One fan’s view of the farcical shenanigans of the Football Association of Ireland

This blog is about football: not Gaelic football, but football as it is played by many millions of men and women around the world, the ‘beautiful game’ as it is played by Brazil and France and Argentina, at Real Madrid and Paris St Germain and Bayern Munich. I have been a passionate Irish football fan since I was 10 years old, when I followed the great Northern Ireland team of Danny Blanchflower, Peter McParland, Jimmy McIlroy, Billy Bingham and Harry Gregg as they beat Italy, Argentina and Czechoslovakia to reach the quarter finals of the 1958 World Cup (I didn’t have the hang-ups of Irish republicans: I was quite happy to have two Irish football teams to support: one representing my birthplace, the other representing my citizenship and eventual place of residence).

But what a mess football in the Republic of Ireland is in these days! We are very, very far from the halcyon years when Jack Charlton managed the national team, and the whole nation was enthralled by its exploits in the 1988 European championship and the 1990 and 1994 World Cups. I was a travelling supporter at those last two tournaments. After the Republic beat the Netherlands, Germany and Italy (the last of these in New York in our opening match at the 1994 World Cup), we were ranked by FIFA the sixth best team in the world. We are now ranked 60th, behind such giants of world football as Jamaica, Paraguay and Iraq.

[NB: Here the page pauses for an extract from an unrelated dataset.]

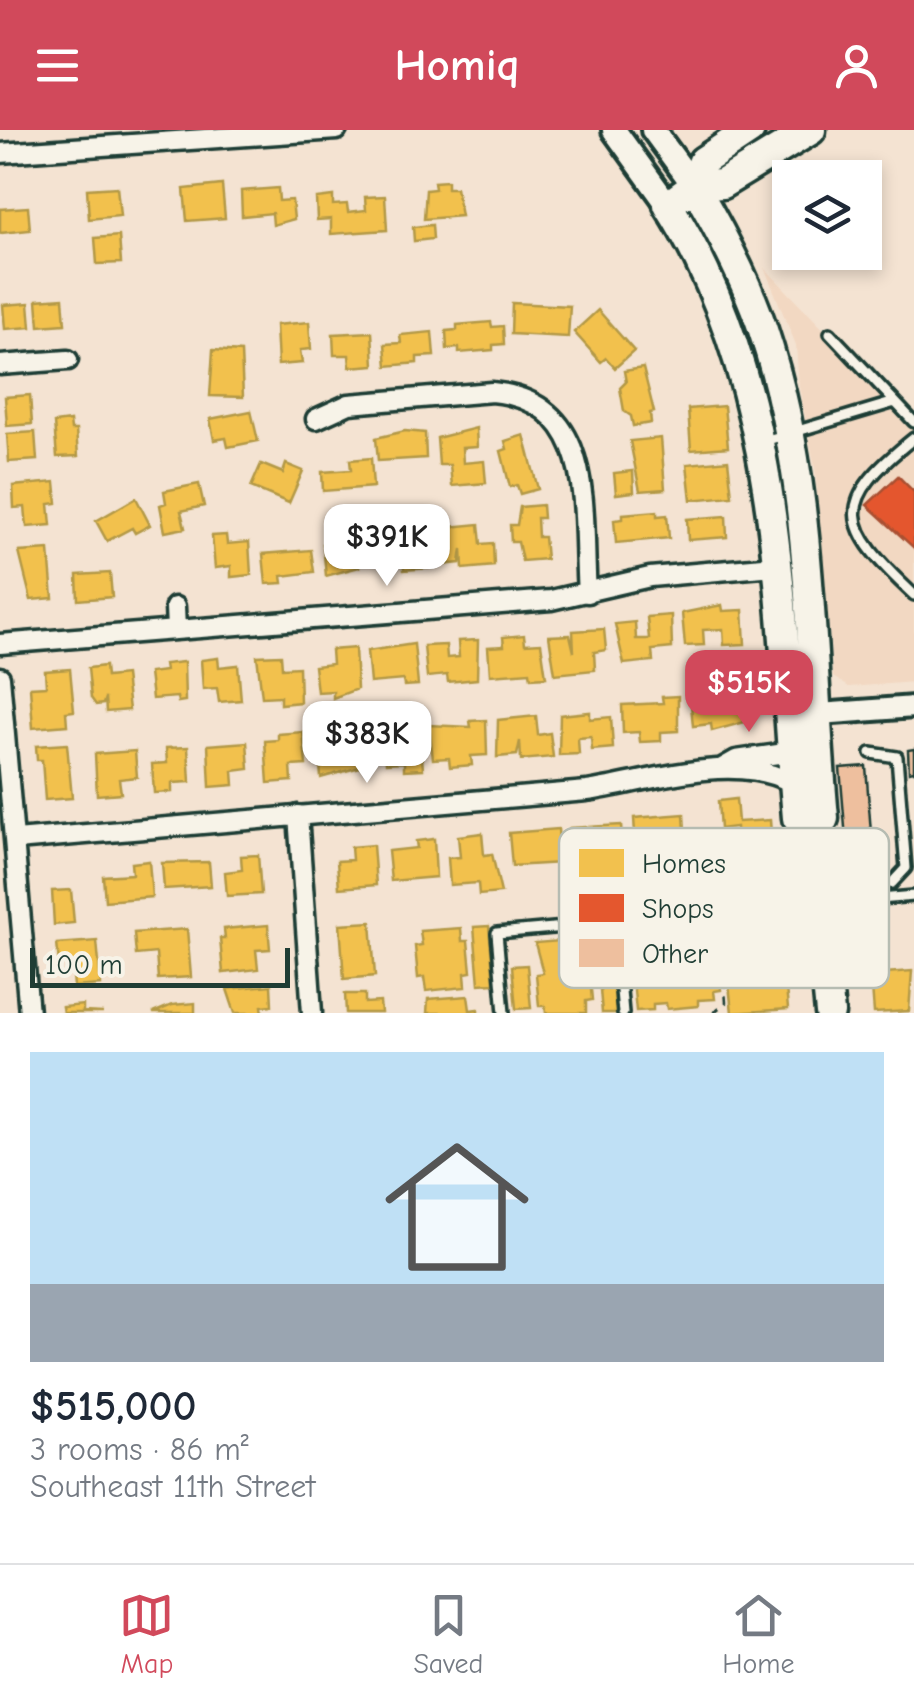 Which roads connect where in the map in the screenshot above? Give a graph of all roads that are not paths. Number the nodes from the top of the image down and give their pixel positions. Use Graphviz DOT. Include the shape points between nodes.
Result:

The governing body, the Football Association of Ireland, appears to be mired in a malign cycle of mismanagement, incompetence and corruption. Last month its English CEO, Jonathan Hill, was forced to resign after humiliating appearances before the Dail’s Public Accounts Committee, where he was confronted with various illicit holiday and travel payments (he had carried on living in England and commuting to Dublin on weekdays) and breaches of his permitted (extremely high) salary limit.

As Ken Early wrote in the Irish Times, Hill’s task had been straightforward: “to be a plausible frontman to represent the interests of Irish football after the chaos and shame of the John Delaney era. In Ireland we have an absurd and unjust situation where the government lavishes support on the elitist sport of horse-racing and the moribund entity of greyhound racing, while keeping the mass participation sport of football on subsistence rations. In this context, the main job of the FAI CEO is to lobby the government for more investment. But Hill blew his own credibility over the ‘accidental’ holiday pay chicanery. Instead of Hill pressuring government over the big-picture injustice of how funding is allocated across sports, politicians were pressuring Hill over his petty financial shenanigans.”1 There was absolutely no chance of the organisation getting the €517 million in state funds it was looking for to enhance the poor soccer facilities across the country.

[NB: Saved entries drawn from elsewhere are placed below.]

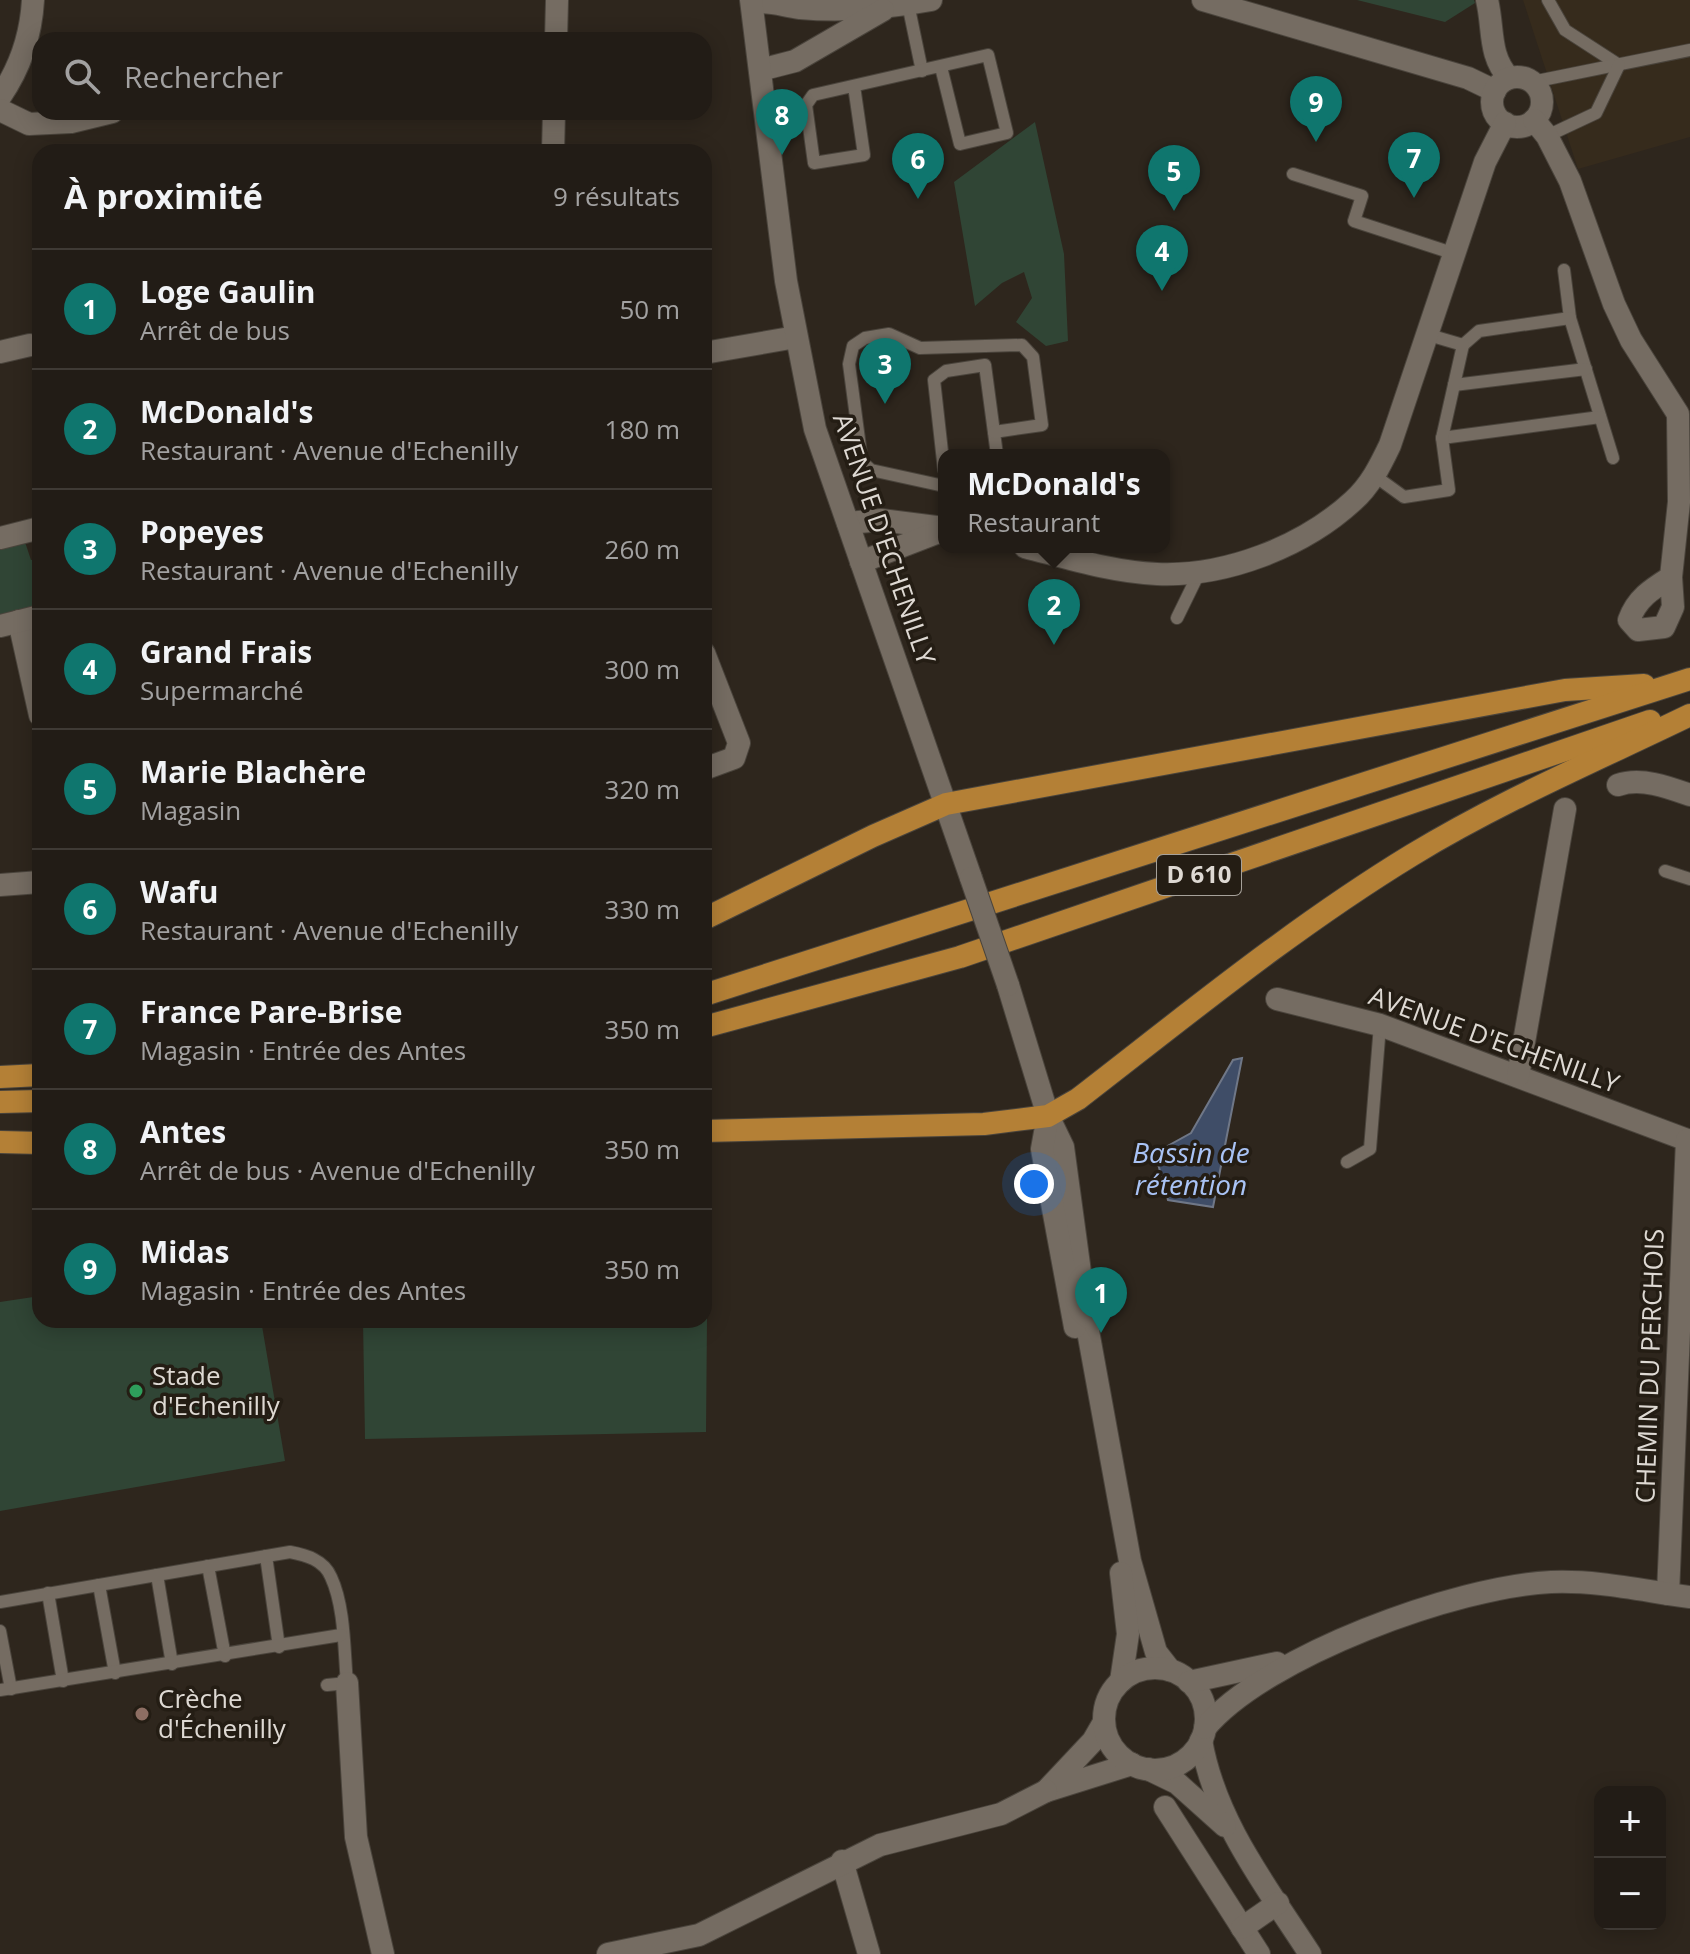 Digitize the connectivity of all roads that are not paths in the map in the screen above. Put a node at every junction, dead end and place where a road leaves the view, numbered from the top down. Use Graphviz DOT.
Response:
graph roads {
  1 [pos="33,0"];
  2 [pos="557,0"];
  3 [pos="931,0"];
  4 [pos="1203,0"];
  5 [pos="1487,0"];
  6 [pos="1548,0"];
  7 [pos="751,1"];
  8 [pos="908,4"];
  9 [pos="798,8"];
  10 [pos="885,9"];
  11 [pos="556,32"];
  12 [pos="1690,50"];
  13 [pos="806,52"];
  14 [pos="1619,65"];
  15 [pos="941,67"];
  16 [pos="760,70"];
  17 [pos="922,71"];
  18 [pos="1532,82"];
  19 [pos="1502,85"];
  20 [pos="854,86"];
  21 [pos="0,97"];
  22 [pos="0,110"];
  23 [pos="79,120"];
  24 [pos="554,120"];
  25 [pos="1505,123"];
  26 [pos="1540,128"];
  27 [pos="553,144"];
  28 [pos="1293,174"];
  29 [pos="1455,254"];
  30 [pos="1564,270"];
  31 [pos="1570,318"];
  32 [pos="1429,335"];
  33 [pos="796,337"];
  34 [pos="30,345"];
  35 [pos="1463,345"];
  36 [pos="0,352"];
  37 [pos="712,352"];
  38 [pos="1586,369"];
  39 [pos="1454,385"];
  40 [pos="1600,417"];
  41 [pos="994,432"];
  42 [pos="1442,438"];
  43 [pos="942,449"];
  44 [pos="996,449"];
  45 [pos="1613,458"];
  46 [pos="1375,476"];
  47 [pos="938,485"];
  48 [pos="848,523"];
  49 [pos="938,528"];
  50 [pos="32,530"];
  51 [pos="938,531"];
  52 [pos="0,538"];
  53 [pos="1051,553"];
  54 [pos="861,562"];
  55 [pos="1200,570"];
  56 [pos="1671,577"];
  57 [pos="1177,618"];
  58 [pos="20,621"];
  59 [pos="712,674"];
  60 [pos="32,677"];
  61 [pos="1684,681"];
  62 [pos="1690,708"];
  63 [pos="1690,715"];
  64 [pos="712,766"];
  65 [pos="1618,785"];
  66 [pos="1690,795"];
  67 [pos="946,804"];
  68 [pos="1565,809"];
  69 [pos="1665,871"];
  70 [pos="1690,879"];
  71 [pos="32,883"];
  72 [pos="0,885"];
  73 [pos="712,915"];
  74 [pos="712,992"];
  75 [pos="1277,999"];
  76 [pos="712,1025"];
  77 [pos="1380,1025"];
  78 [pos="32,1075"];
  79 [pos="1518,1076"];
  80 [pos="0,1077"];
  81 [pos="32,1101"];
  82 [pos="0,1102"];
  83 [pos="1048,1116"];
  84 [pos="712,1131"];
  85 [pos="1688,1141"];
  86 [pos="0,1142"];
  87 [pos="32,1143"];
  88 [pos="1347,1162"];
  89 [pos="266,1556"];
  90 [pos="208,1566"];
  91 [pos="157,1575"];
  92 [pos="99,1585"];
  93 [pos="48,1593"];
  94 [pos="1679,1596"];
  95 [pos="0,1602"];
  96 [pos="0,1631"];
  97 [pos="341,1635"];
  98 [pos="279,1647"];
  99 [pos="1321,1651"];
  100 [pos="225,1656"];
  101 [pos="172,1664"];
  102 [pos="1170,1670"];
  103 [pos="115,1673"];
  104 [pos="63,1681"];
  105 [pos="1121,1681"];
  106 [pos="1189,1682"];
  107 [pos="337,1684"];
  108 [pos="6,1690"];
  109 [pos="1104,1722"];
  110 [pos="1203,1734"];
  111 [pos="1140,1767"];
  112 [pos="1046,1791"];
  113 [pos="1165,1807"];
  114 [pos="1229,1829"];
  115 [pos="842,1861"];
  116 [pos="1278,1903"];
  117 [pos="1242,1928"];
  118 [pos="383,1954"];
  119 [pos="608,1954"];
  120 [pos="869,1954"];
  121 [pos="1259,1954"];
  122 [pos="1310,1954"];
  1 -- 21 [label="street"];
  2 -- 11 [label="street"];
  3 -- 8 [label="street"];
  4 -- 19 [label="street"];
  5 -- 19 [label="street"];
  6 -- 14 [label="lane"];
  7 -- 9 [label="street"];
  7 -- 16 [label="street, AVENUE D'ECHENILLY"];
  8 -- 10 [label="street"];
  8 -- 17 [label="lane"];
  9 -- 10 [label="street"];
  9 -- 13 [label="street"];
  10 -- 13 [label="street"];
  12 -- 14 [label="lane"];
  13 -- 16 [label="street"];
  14 -- 18 [label="lane"];
  14 -- 26 [label="lane"];
  15 -- 15 [label="lane"];
  15 -- 17 [label="lane"];
  16 -- 33 [label="street, AVENUE D'ECHENILLY"];
  17 -- 20 [label="lane"];
  18 -- 19 [label="street"];
  18 -- 26 [label="street"];
  19 -- 25 [label="street"];
  20 -- 20 [label="lane"];
  22 -- 23 [label="street"];
  24 -- 27 [label="street"];
  25 -- 26 [label="street"];
  25 -- 29 [label="street"];
  26 -- 56 [label="street"];
  28 -- 29 [label="lane"];
  29 -- 32 [label="street"];
  30 -- 31 [label="lane"];
  31 -- 35 [label="lane"];
  31 -- 38 [label="lane"];
  32 -- 35 [label="lane"];
  32 -- 46 [label="street"];
  33 -- 37 [label="street"];
  33 -- 48 [label="street, AVENUE D'ECHENILLY"];
  34 -- 36 [label="street"];
  35 -- 39 [label="lane"];
  38 -- 39 [label="lane"];
  38 -- 40 [label="lane"];
  39 -- 42 [label="lane"];
  40 -- 42 [label="lane"];
  40 -- 45 [label="lane"];
  41 -- 43 [label="lane"];
  41 -- 44 [label="lane"];
  41 -- 47 [label="lane"];
  42 -- 46 [label="lane"];
  46 -- 55 [label="street"];
  48 -- 49 [label="street"];
  48 -- 54 [label="street, AVENUE D'ECHENILLY"];
  50 -- 52 [label="street"];
  51 -- 54 [label="street"];
  53 -- 55 [label="street"];
  54 -- 67 [label="street, AVENUE D'ECHENILLY"];
  55 -- 57 [label="lane"];
  58 -- 60 [label="street"];
  59 -- 64 [label="street"];
  61 -- 67 [label="highway"];
  61 -- 74 [label="highway, D 610"];
  62 -- 76 [label="highway, D 610"];
  63 -- 83 [label="highway"];
  65 -- 66 [label="street"];
  67 -- 73 [label="highway"];
  67 -- 83 [label="street, AVENUE D'ECHENILLY, bridge"];
  68 -- 79 [label="street"];
  69 -- 70 [label="lane"];
  71 -- 72 [label="street"];
  75 -- 77 [label="street, AVENUE D'ECHENILLY"];
  77 -- 79 [label="street, AVENUE D'ECHENILLY"];
  77 -- 88 [label="lane"];
  78 -- 80 [label="highway"];
  79 -- 85 [label="street, AVENUE D'ECHENILLY"];
  81 -- 82 [label="highway"];
  83 -- 84 [label="highway"];
  83 -- 102 [label="street, AVENUE D'ECHENILLY"];
  83 -- 105 [label="street"];
  85 -- 94 [label="street, CHEMIN DU PERCHOIS"];
  86 -- 87 [label="highway"];
  89 -- 90 [label="lane"];
  89 -- 97 [label="lane"];
  89 -- 98 [label="lane"];
  90 -- 91 [label="lane"];
  90 -- 100 [label="lane"];
  91 -- 92 [label="lane"];
  91 -- 101 [label="lane"];
  92 -- 93 [label="lane"];
  92 -- 103 [label="lane"];
  93 -- 95 [label="lane"];
  93 -- 104 [label="lane"];
  94 -- 99 [label="street"];
  96 -- 108 [label="lane"];
  97 -- 98 [label="lane"];
  97 -- 107 [label="lane"];
  98 -- 100 [label="lane"];
  99 -- 106 [label="street"];
  99 -- 110 [label="street"];
  100 -- 101 [label="lane"];
  101 -- 103 [label="lane"];
  102 -- 105 [label="street"];
  102 -- 106 [label="street"];
  103 -- 104 [label="lane"];
  104 -- 108 [label="lane"];
  105 -- 109 [label="street"];
  106 -- 110 [label="street"];
  107 -- 118 [label="street"];
  109 -- 111 [label="street"];
  109 -- 112 [label="street"];
  110 -- 111 [label="street"];
  110 -- 114 [label="street"];
  111 -- 112 [label="street"];
  111 -- 114 [label="street"];
  112 -- 115 [label="street"];
  113 -- 117 [label="street"];
  114 -- 116 [label="street"];
  115 -- 119 [label="street"];
  115 -- 120 [label="street"];
  116 -- 117 [label="street"];
  116 -- 122 [label="street"];
  117 -- 121 [label="street"];
}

But the most farcical process of all has been the seemingly endless saga of the appointment of a new national team manager to succeed the hapless Stephen Kenny, who oversaw a disastrous European qualifying campaign in which the Republic lost home and away to France, Netherlands and Greece, and beat only Gibraltar. Kenny was let go last November (although he was clearly doomed as long ago as last summer) and the FAI’s director of football, Marc Canham, another Englishman, promised an appointment in early April, after two earlier deadlines for announcing a new manager were missed.

In the event his deadline was missed again. Canham did not dare face the media, but newspaper reports said he was now hoping to have a manager in place for the visit of England to Dublin for a Nations League match in early September, nearly 10 months after Kenny’s last match. Those reports said that at least four people had already turned the FAI down: former internationals Lee Carsley, now managing the England under-21 team and Chris Hughton, managing Ghana; Portuguese assistant coach Anthony Barry and former Greek manager Gus Poyet. Former international John O’Shea – who had been Kenny’s number three – took over temporarily for matches in March against Belgium (a 0-0 draw) and Switzerland (a 0-1 loss).

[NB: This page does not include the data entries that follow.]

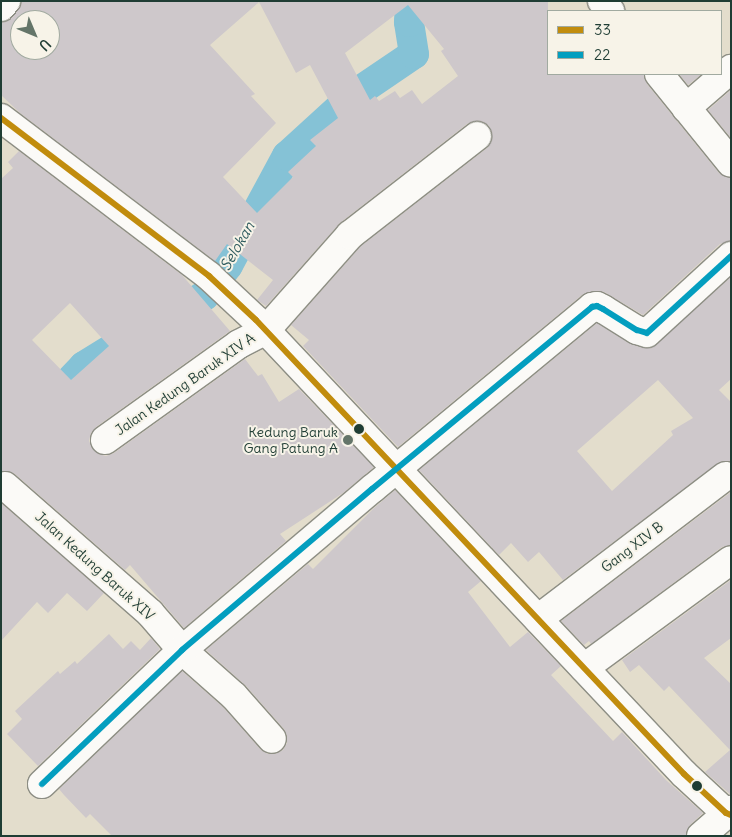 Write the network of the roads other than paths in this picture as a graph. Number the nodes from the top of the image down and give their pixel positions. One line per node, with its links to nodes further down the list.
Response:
1 (6, 1): 2 (street)
2 (1, 7)
3 (731, 69): 5 (street)
4 (660, 75): 5 (street)
5 (686, 108): 8 (street)
6 (1, 118): 10 (street)
7 (477, 136): 10 (street)
8 (731, 163)
9 (731, 256): 12 (street)
10 (266, 330): 11 (street, Jalan Kedung Baruk XIV A); 12 (street)
11 (105, 440)
12 (396, 469): 16 (street); 17 (street)
13 (726, 476): 16 (street, Gang XIV B)
14 (5, 486): 17 (street, Jalan Kedung Baruk XIV)
15 (731, 560): 18 (street)
16 (538, 619): 18 (street)
17 (182, 650): 19 (street, Jalan Kedung Baruk XIV); 20 (street)
18 (584, 668): 21 (street)
19 (272, 739)
20 (42, 784)
21 (729, 813): 22 (street)
22 (701, 836)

Is this lack of interest the manager’s job (despite its €600,000 annual salary, more than what one-third of coaches at this summer’s Euro 2024 are earning) any surprise given the double whammy of the chaos at the top of Ireland’s football administration and the poor quality of the players in the current Irish team? A glance at the Irish footballers regularly playing in the English Premier League shows the dearth of talent: in recent weeks the number of those players has varied from six down to two. What a contrast with the 1970s, 1980s and 1990s, when League and Cup winning teams like Arsenal, Liverpool and Manchester United had two, three or sometimes even four first team Irish players each (in the 1978 Cup Final Arsenal and Ipswich Town fielded no fewer than seven Irish players from North and South; in the 1979 final between Arsenal and Manchester United there were eight).

Malachy Clerkin in the Irish Times has calculated that in 2012-2013 30 Irishmen played just over 44,200 minutes in the top five European leagues; last season 16 Irish players registered just over 9,800 minutes between them at that elite level.2 And the numbers in 2012-2013 were already way down on those playing at top level in the heyday of Irish football in the late 1980s and 1990s.

Here’s another uncomfortable question: is Marc Canham qualified to be the FAI’s director of football? Columnist Kevin Kilbane, another former international, asked whether he was over-promoted to his present position. Why did he only spend a year as the Premier League’s director of football?3 He had an extremely undistinguished career as a professional footballer. A quick look at his entry in Wikipedia (if it’s correct) will show that that he played precisely four matches for second division Colchester United (in the fourth tier of English football) and spent the rest of his career with ‘non-league’ sides.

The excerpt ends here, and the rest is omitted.